Without questioning the correctness of such decision on the facts there presented, such facts are far different from the facts here presented. Here both the bank and the receiver were acting unlawfully, with full knowledge of the bankruptcy petition and of the law applicable to such deposits. It was not a case such as existed in the Carnegie Trust Company matter.
In the case before me, the bank did not become a lawful debtor but an unlawful holder of the money.
The highest court of this circuit has not hesitated to proceed summarily against a bank which had taken possession of property in custodia legis. In re Times Square Auto Supply Co., Inc., supra.

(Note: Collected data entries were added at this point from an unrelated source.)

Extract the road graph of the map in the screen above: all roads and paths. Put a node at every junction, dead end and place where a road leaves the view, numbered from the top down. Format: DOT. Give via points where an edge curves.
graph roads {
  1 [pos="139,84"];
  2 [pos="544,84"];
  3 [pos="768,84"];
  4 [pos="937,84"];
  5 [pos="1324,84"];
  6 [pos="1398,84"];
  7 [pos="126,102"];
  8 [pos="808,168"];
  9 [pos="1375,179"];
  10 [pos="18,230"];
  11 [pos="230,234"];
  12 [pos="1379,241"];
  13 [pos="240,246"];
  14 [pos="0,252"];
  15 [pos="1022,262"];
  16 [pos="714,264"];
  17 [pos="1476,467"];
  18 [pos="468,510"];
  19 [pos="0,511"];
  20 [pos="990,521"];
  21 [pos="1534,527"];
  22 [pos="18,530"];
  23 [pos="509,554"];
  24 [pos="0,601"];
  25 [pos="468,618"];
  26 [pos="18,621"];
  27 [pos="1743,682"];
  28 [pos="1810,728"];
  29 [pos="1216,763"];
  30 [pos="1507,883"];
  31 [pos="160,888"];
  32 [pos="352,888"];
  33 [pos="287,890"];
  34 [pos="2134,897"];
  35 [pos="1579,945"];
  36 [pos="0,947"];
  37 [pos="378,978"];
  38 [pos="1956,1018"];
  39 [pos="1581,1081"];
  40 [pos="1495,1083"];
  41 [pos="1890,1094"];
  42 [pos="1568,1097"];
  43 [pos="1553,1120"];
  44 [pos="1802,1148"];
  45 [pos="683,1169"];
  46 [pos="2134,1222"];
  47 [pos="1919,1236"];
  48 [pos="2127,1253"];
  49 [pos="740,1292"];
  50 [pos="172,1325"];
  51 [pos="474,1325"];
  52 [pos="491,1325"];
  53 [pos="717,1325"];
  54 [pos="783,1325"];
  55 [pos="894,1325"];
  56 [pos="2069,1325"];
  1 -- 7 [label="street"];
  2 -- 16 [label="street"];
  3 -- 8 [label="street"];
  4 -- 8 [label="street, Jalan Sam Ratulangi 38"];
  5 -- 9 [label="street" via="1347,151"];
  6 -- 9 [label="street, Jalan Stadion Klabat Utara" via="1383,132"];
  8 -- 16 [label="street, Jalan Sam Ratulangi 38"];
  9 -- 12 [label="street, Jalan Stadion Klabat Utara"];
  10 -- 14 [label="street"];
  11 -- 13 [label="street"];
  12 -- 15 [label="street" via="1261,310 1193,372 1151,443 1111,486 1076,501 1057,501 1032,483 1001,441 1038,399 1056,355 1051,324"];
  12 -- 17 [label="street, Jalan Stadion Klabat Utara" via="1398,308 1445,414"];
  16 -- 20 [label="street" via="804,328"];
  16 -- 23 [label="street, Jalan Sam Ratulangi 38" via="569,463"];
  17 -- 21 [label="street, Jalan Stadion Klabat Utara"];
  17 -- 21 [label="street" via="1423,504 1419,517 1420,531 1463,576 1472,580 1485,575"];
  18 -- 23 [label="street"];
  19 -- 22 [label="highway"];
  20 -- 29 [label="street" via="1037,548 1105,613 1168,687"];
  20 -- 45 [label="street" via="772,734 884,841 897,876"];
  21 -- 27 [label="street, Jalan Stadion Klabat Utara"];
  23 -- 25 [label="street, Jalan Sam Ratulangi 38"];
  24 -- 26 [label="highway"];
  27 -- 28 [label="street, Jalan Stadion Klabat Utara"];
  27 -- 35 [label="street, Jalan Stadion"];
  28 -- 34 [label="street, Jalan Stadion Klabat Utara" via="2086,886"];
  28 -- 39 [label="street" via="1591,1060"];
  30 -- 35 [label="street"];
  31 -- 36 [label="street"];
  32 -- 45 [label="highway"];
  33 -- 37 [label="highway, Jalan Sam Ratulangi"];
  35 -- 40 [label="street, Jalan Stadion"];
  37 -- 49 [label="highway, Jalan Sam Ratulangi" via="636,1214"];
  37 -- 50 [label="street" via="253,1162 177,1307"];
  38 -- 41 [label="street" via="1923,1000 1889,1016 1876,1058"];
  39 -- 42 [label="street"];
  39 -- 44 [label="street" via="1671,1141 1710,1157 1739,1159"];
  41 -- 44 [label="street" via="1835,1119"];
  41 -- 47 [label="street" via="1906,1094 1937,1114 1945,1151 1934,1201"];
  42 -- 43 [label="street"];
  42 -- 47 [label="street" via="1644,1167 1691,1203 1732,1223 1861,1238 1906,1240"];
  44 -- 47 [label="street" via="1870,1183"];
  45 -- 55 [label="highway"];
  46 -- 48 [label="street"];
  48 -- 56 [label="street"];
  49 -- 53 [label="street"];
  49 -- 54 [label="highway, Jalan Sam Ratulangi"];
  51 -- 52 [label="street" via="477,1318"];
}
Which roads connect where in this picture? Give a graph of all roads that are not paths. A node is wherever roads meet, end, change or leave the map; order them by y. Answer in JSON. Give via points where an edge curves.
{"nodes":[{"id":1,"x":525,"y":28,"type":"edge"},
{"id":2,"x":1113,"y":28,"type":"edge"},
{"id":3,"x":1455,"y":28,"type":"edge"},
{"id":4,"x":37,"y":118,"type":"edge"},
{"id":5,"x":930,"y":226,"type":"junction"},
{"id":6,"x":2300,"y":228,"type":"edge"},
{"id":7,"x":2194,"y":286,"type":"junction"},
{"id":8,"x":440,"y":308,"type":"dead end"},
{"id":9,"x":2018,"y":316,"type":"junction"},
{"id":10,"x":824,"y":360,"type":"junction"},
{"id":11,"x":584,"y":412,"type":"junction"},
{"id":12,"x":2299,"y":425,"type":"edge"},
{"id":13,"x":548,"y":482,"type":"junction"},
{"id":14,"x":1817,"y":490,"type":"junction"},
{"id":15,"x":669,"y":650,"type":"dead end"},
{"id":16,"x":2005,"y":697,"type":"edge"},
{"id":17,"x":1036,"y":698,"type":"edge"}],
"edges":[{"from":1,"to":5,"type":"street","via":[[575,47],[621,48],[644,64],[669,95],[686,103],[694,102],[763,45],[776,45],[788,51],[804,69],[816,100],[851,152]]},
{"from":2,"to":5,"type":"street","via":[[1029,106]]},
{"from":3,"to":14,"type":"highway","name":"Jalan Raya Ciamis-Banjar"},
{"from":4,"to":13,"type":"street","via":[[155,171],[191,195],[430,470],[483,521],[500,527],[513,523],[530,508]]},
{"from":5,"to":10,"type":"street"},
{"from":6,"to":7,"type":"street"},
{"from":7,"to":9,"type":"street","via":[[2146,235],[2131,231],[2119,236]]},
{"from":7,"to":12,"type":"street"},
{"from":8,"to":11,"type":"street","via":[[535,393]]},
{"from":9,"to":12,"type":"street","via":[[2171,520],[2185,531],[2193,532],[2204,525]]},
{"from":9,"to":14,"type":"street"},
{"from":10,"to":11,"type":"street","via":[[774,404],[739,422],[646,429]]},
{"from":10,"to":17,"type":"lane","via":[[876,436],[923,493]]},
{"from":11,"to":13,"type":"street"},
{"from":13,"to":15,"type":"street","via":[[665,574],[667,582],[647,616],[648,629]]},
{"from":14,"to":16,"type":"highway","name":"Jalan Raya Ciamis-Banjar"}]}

The duties of the superintendent of banks as set forth in the Banking Law of the state (Laws of 1914, c. 369, as amended, Book 4 McKinney's Consolidated Laws of New York, Annotated) requires application to the Supreme Court of the state of New York for the payment of moneys, claims, etc., and, in that sense, the ascertainment of priorities, etc., are exclusively in the hands of the Supreme Court of the state, and the superintendent is without authority, in the absence of proper orders, to comply with a demand for payment of claims. Orderly procedure does require him to present all such matters to the state court.
However, it does not seem to me that a state law or his mere appointment and taking possession ousts this court of its exclusive jurisdiction, and can prevent this court from duly deciding that this bankruptcy fund in question was unlawfully deposited and unlawfully accepted, and should be returned intact to this court from whose possession it was so taken, provided the assets of the unlawful depository are sufficient to do so. That on the contrary he should present such finding to the Supreme Court of the state in accordance with orderly procedure, and request said court to direct its repayment by him in full.
This seems to me to go as far as comity and the mutual and proper regard by courts for the decisions of each other can and should require.
Accordingly, the motion is granted. However the execution of the order to be entered thereon is stayed pending a proper application by the superintendent of banks to the state court for an order complying with this decision or in case an appeal is desired, pending such appeal.